Task material:
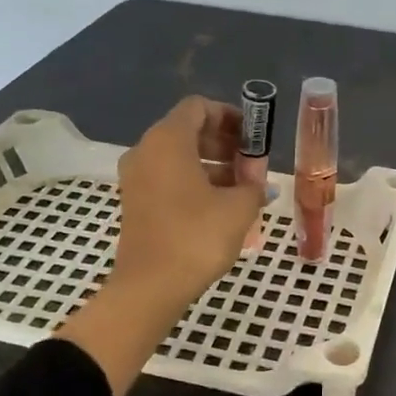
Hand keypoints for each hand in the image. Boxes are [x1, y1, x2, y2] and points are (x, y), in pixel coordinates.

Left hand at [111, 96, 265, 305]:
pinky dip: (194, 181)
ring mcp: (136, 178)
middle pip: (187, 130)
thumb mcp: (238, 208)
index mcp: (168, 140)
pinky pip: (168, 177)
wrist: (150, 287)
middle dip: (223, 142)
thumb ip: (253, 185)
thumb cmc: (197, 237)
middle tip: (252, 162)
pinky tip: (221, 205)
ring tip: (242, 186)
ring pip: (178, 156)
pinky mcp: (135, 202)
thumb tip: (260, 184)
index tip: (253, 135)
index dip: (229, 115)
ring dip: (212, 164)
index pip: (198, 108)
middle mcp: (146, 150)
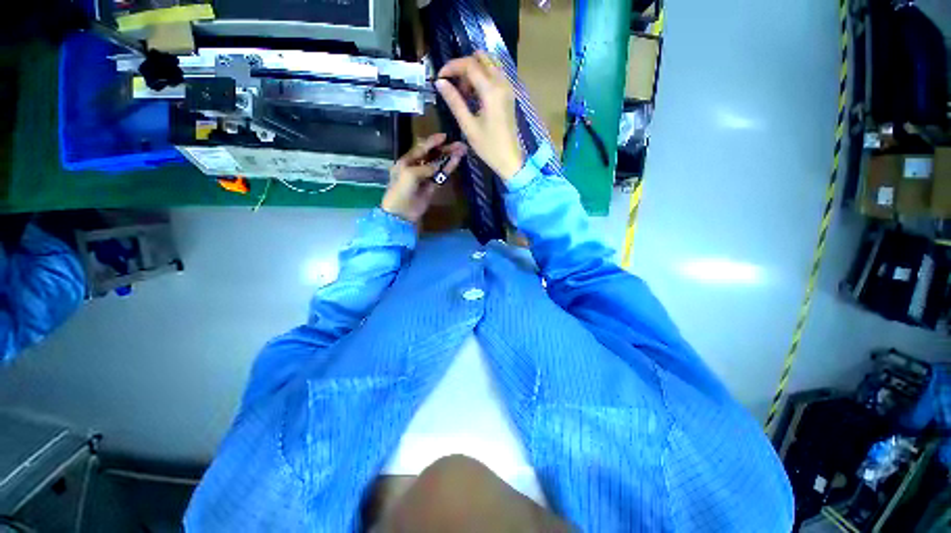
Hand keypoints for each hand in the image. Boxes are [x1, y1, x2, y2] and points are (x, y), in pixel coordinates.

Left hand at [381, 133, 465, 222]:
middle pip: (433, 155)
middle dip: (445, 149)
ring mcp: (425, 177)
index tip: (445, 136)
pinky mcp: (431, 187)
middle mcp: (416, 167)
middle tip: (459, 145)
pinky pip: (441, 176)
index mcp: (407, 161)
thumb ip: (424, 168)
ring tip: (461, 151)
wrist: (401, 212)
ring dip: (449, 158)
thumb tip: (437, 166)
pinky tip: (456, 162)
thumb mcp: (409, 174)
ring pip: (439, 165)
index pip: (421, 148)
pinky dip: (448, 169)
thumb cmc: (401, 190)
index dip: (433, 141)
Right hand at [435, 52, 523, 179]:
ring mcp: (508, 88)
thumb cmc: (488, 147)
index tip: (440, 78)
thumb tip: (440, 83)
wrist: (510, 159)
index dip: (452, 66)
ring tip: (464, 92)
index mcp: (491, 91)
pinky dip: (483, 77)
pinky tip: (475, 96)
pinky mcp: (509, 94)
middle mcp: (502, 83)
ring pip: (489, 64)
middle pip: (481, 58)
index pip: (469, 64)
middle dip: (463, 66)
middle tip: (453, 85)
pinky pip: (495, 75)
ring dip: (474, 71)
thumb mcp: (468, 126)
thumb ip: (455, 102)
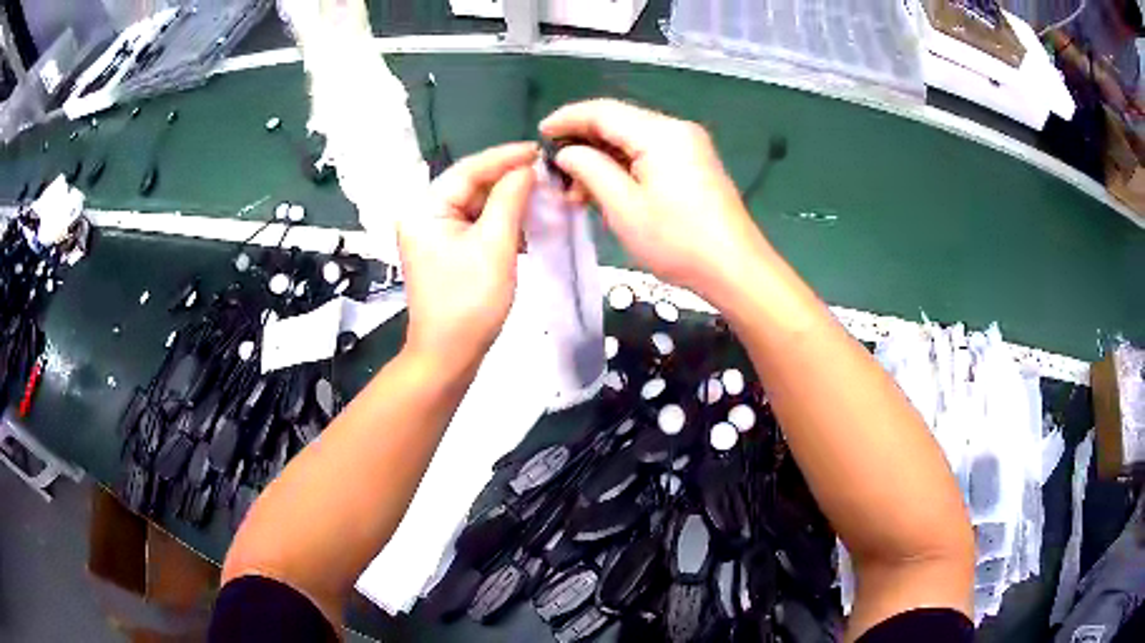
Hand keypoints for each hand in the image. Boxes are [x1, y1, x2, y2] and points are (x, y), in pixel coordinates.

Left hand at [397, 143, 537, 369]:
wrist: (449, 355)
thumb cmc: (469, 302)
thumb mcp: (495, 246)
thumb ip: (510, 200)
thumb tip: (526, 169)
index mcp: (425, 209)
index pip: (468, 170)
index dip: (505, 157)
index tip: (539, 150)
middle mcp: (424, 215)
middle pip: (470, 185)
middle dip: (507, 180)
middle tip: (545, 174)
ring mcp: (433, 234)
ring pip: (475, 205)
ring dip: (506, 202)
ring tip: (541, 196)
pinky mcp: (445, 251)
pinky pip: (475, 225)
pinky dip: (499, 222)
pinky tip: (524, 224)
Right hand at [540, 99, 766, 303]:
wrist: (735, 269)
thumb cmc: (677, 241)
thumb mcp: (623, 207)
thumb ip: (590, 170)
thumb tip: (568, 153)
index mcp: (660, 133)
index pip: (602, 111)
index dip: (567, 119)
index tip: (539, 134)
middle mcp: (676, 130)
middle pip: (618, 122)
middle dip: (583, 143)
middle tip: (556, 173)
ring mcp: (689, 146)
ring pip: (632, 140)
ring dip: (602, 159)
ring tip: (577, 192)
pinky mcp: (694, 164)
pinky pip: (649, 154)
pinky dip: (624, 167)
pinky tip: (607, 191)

Your task:
Give the count of lines in the material containing "Left". The reply is that number alone.

Task output:
3